Special care must be taken in these cases while considering these patients for anaesthesia. The choice of anaesthetic technique must be atraumatic to avoid disease specific complications like bleeding and thrombosis. Cuffed endotracheal device may increase the risk of tracheal compression with subsequential submucosal thrombosis and necrosis. Also, tissue compression and dehydration aggravate the risk of thrombosis. All the pressure points must be padded with soft cotton to prevent tissue compression. The patient must be adequately hydrated with crystalloids and blood products to overcome dehydration as it leads to increased risk of thromboembolic phenomenon. Also, surgical stress and trauma will further aggravate the thrombogenic process of the body during perioperative period. Prevention of hypothermia is also very important in these cases, as hypothermia may trigger thrombosis (Miller et al. 2000).

Our case also had atrioventricular septal defects which could further fire up the situation. Both the atrial and ventricular septal defects together constitute majority of congenital heart diseases among children (Yen 2015). Major direction of shunting in both the defects is from left to right heart. Anaesthetic management of an ASD and VSD focuses on reducing the magnitude of the shunt and also preventing the establishment of reversal of shunt in severe cases (right to left shunt). Systemic vascular resistance (SVR) and pulmonary vascular resistance (PVR) are 2 main parameters to decide direction and magnitude of the shunt and are commonly affected during sedation and anaesthesia (Yamamoto and Schindler 2016). So, major attention should be given to prevent conditions like vigorous ventilatory efforts, laryngospasm and bronchospasm to limit the increase in PVR because acute increase in PVR can lead to reversal of shunt direction. Similarly, a state with very low SVR as compare to PVR should also be avoided which happens during deep anaesthesia with hypovolemia and hypotension. In our case, excessive risk of thromboembolism is also posing the patient on increased risk paradoxical embolism due to septal defects.

Conclusions

It is concluded that cases with rare diseases like protein C deficiency with congenital atrial and ventricular septal defect pose a great challenge to anaesthesiologist. There could be an increased risk of thromboembolism and bleeding due to protein C abnormality along with the chances of shunt reversal, paradoxical embolism and other cardiac morbidities.

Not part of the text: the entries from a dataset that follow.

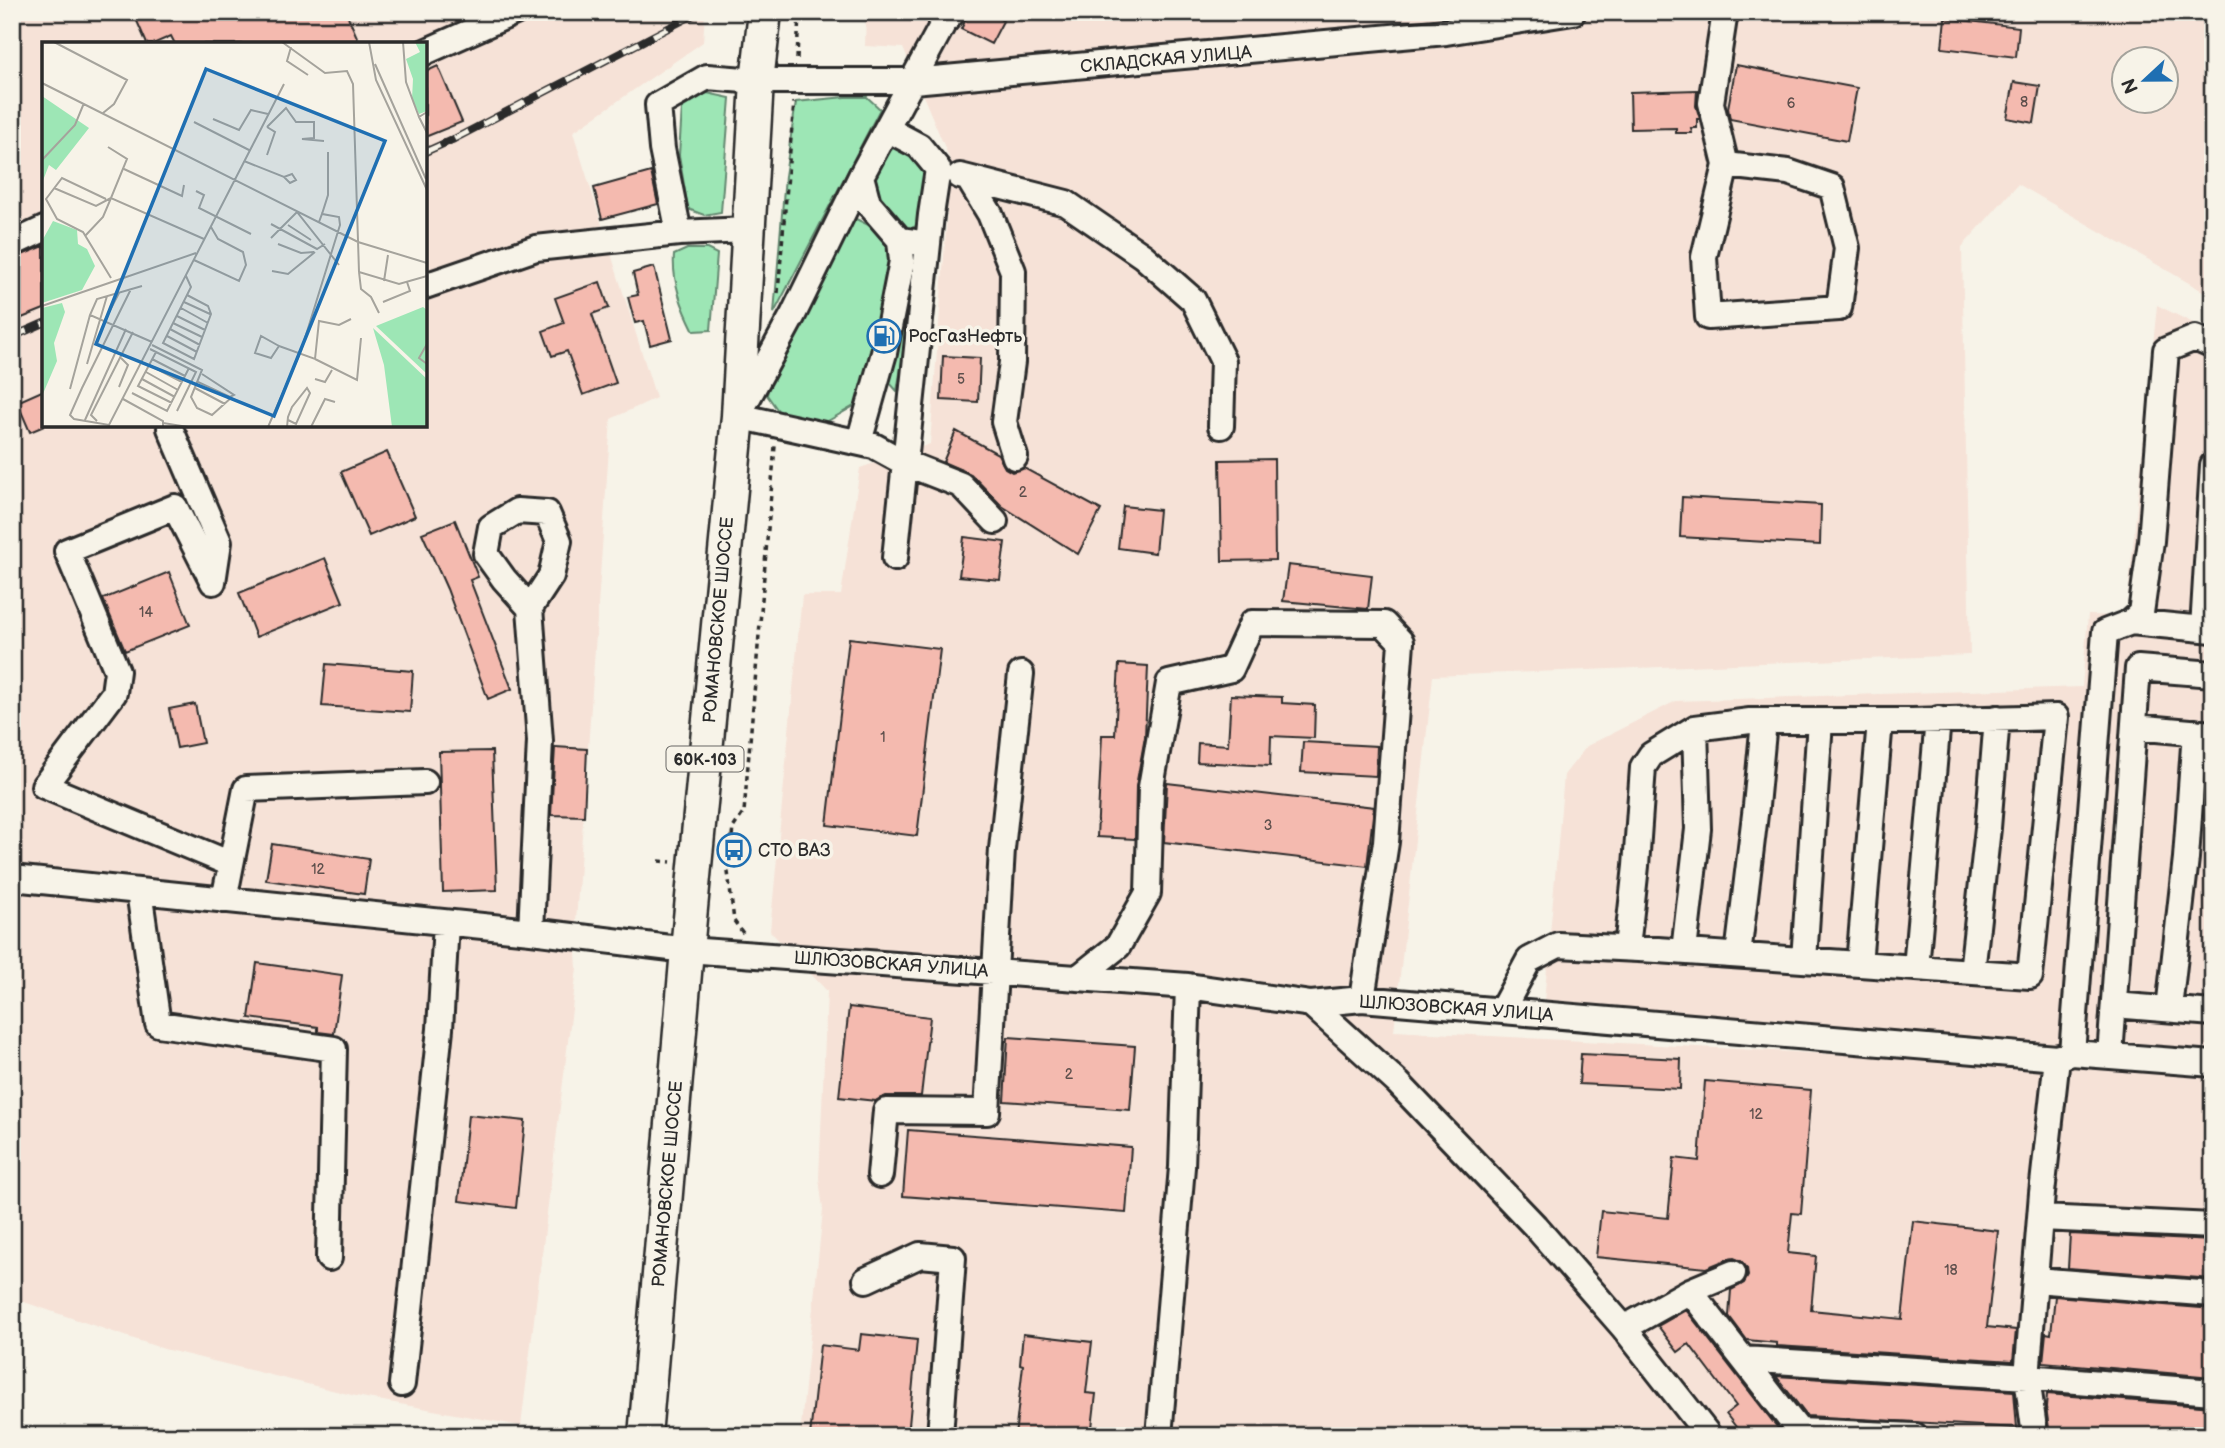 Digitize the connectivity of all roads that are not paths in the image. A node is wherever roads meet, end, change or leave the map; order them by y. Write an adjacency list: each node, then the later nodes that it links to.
1 (515, 12): 6 (street)
2 (765, 12): 7 (main road, РОМАНОВСКОЕ ШОССЕ / 60К-103)
3 (953, 12): 8 (street)
4 (1573, 12): 8 (street, СКЛАДСКАЯ УЛИЦА)
5 (1725, 12): 10 (street)
6 (427, 51)
7 (757, 81): 8 (street, СКЛАДСКАЯ УЛИЦА); 16 (main road, РОМАНОВСКОЕ ШОССЕ / 60К-103); 17 (street, СКЛАДСКАЯ УЛИЦА)
8 (913, 81): 9 (street)
9 (887, 129): 11 (street); 12 (street)
10 (1726, 165): 10 (street)
11 (938, 169): 13 (street); 14 (street)
12 (861, 176): 18 (street); 22 (street)
13 (968, 178): 23 (street); 26 (street)
14 (931, 215): 18 (street); 27 (street)
15 (42, 230): 19 (street)
16 (747, 230): 17 (street); 22 (main road, РОМАНОВСКОЕ ШОССЕ / 60К-103)
17 (679, 233): 20 (street)
18 (900, 240): 25 (street)
19 (12, 244)
20 (427, 285)
21 (2213, 346): 32 (street)
22 (752, 419): 25 (street); 52 (main road, РОМАНОВСКОЕ ШОССЕ / 60К-103)
23 (1221, 426)
24 (170, 428): 45 (street)
25 (859, 442): 27 (street)
26 (1015, 457)
27 (905, 463): 29 (street); 30 (street)
28 (2213, 465): 33 (street)
29 (995, 521)
30 (895, 558)
31 (530, 608): 50 (street)
32 (2131, 622): 33 (street); 68 (street)
33 (2208, 629)
34 (1021, 674): 58 (street)
35 (2213, 674): 41 (street)
36 (1997, 718): 37 (street); 59 (street); 59 (street)
37 (1938, 719): 40 (street); 57 (street)
38 (1764, 721): 39 (street); 42 (street); 54 (street)
39 (1820, 721): 40 (street); 55 (street)
40 (1880, 721): 56 (street)
41 (2134, 727): 43 (street); 64 (street)
42 (1695, 728): 51 (street); 53 (street)
43 (2204, 733): 65 (street)
44 (425, 782): 45 (street)
45 (231, 864): 48 (street)
46 (12, 878): 47 (street, ШЛЮЗОВСКАЯ УЛИЦА)
47 (139, 891): 48 (street, ШЛЮЗОВСКАЯ УЛИЦА); 74 (street)
48 (224, 900): 49 (street, ШЛЮЗОВСКАЯ УЛИЦА)
49 (446, 923): 50 (street, ШЛЮЗОВСКАЯ УЛИЦА); 83 (street)
50 (531, 931): 52 (street, ШЛЮЗОВСКАЯ УЛИЦА)
51 (1627, 948): 53 (street); 66 (street)
52 (687, 950): 58 (street, ШЛЮЗОВСКАЯ УЛИЦА); 86 (main road, РОМАНОВСКОЕ ШОССЕ / 60К-103)
53 (1684, 951): 54 (street)
54 (1738, 955): 55 (street)
55 (1804, 960): 56 (street)
56 (1859, 964): 57 (street)
57 (1916, 968): 59 (street)
58 (996, 971): 60 (street, ШЛЮЗОВСКАЯ УЛИЦА); 71 (street)
59 (1972, 972)
60 (1079, 977): 61 (street, ШЛЮЗОВСКАЯ УЛИЦА); 62 (street)
61 (1188, 986): 63 (street, ШЛЮЗОВСКАЯ УЛИЦА); 88 (street)
62 (1362, 999): 63 (street, ШЛЮЗОВСКАЯ УЛИЦА); 66 (street, ШЛЮЗОВСКАЯ УЛИЦА)
63 (1311, 1004): 80 (street)
64 (2114, 1005): 65 (street); 69 (street)
65 (2169, 1009): 67 (street)
66 (1502, 1010): 68 (street, ШЛЮЗОВСКАЯ УЛИЦА)
67 (2213, 1013)
68 (2065, 1055): 69 (street, ШЛЮЗОВСКАЯ УЛИЦА); 72 (street)
69 (2110, 1056): 70 (street, ШЛЮЗОВСКАЯ УЛИЦА)
70 (2213, 1064)
71 (880, 1175)
72 (2040, 1218): 73 (street); 77 (street)
73 (2213, 1226)
74 (329, 1258)
75 (1733, 1273): 78 (street)
76 (866, 1280): 87 (street)
77 (2035, 1280): 79 (street); 82 (street)
78 (1690, 1290): 80 (street); 81 (street)
79 (2213, 1294)
80 (1624, 1328): 89 (street)
81 (1743, 1359): 82 (street); 85 (street)
82 (2027, 1377): 84 (street); 91 (street)
83 (402, 1384)
84 (2213, 1392)
85 (1801, 1433): 90 (street)
86 (645, 1436)
87 (940, 1436)
88 (1159, 1436)
89 (1709, 1436)
90 (1915, 1436)
91 (2035, 1436)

So, goal of anaesthetic management should ideally be maintenance of SVR and PVR. Also, introduction of air bubbles to the circulation through intravenous lines should be avoided. Wise selection of anaesthetic agents like limiting the use of nitrous oxide, ketamine as much as possible to be considered. Conditions like tachycardia, hypotension, and hypothermia should also be prevented perioperatively as these could increase the chances of thrombosis. Another finding that needs mention is that a severe case of protein C deficiency can be managed with anticoagulants alone in a limited resources facility.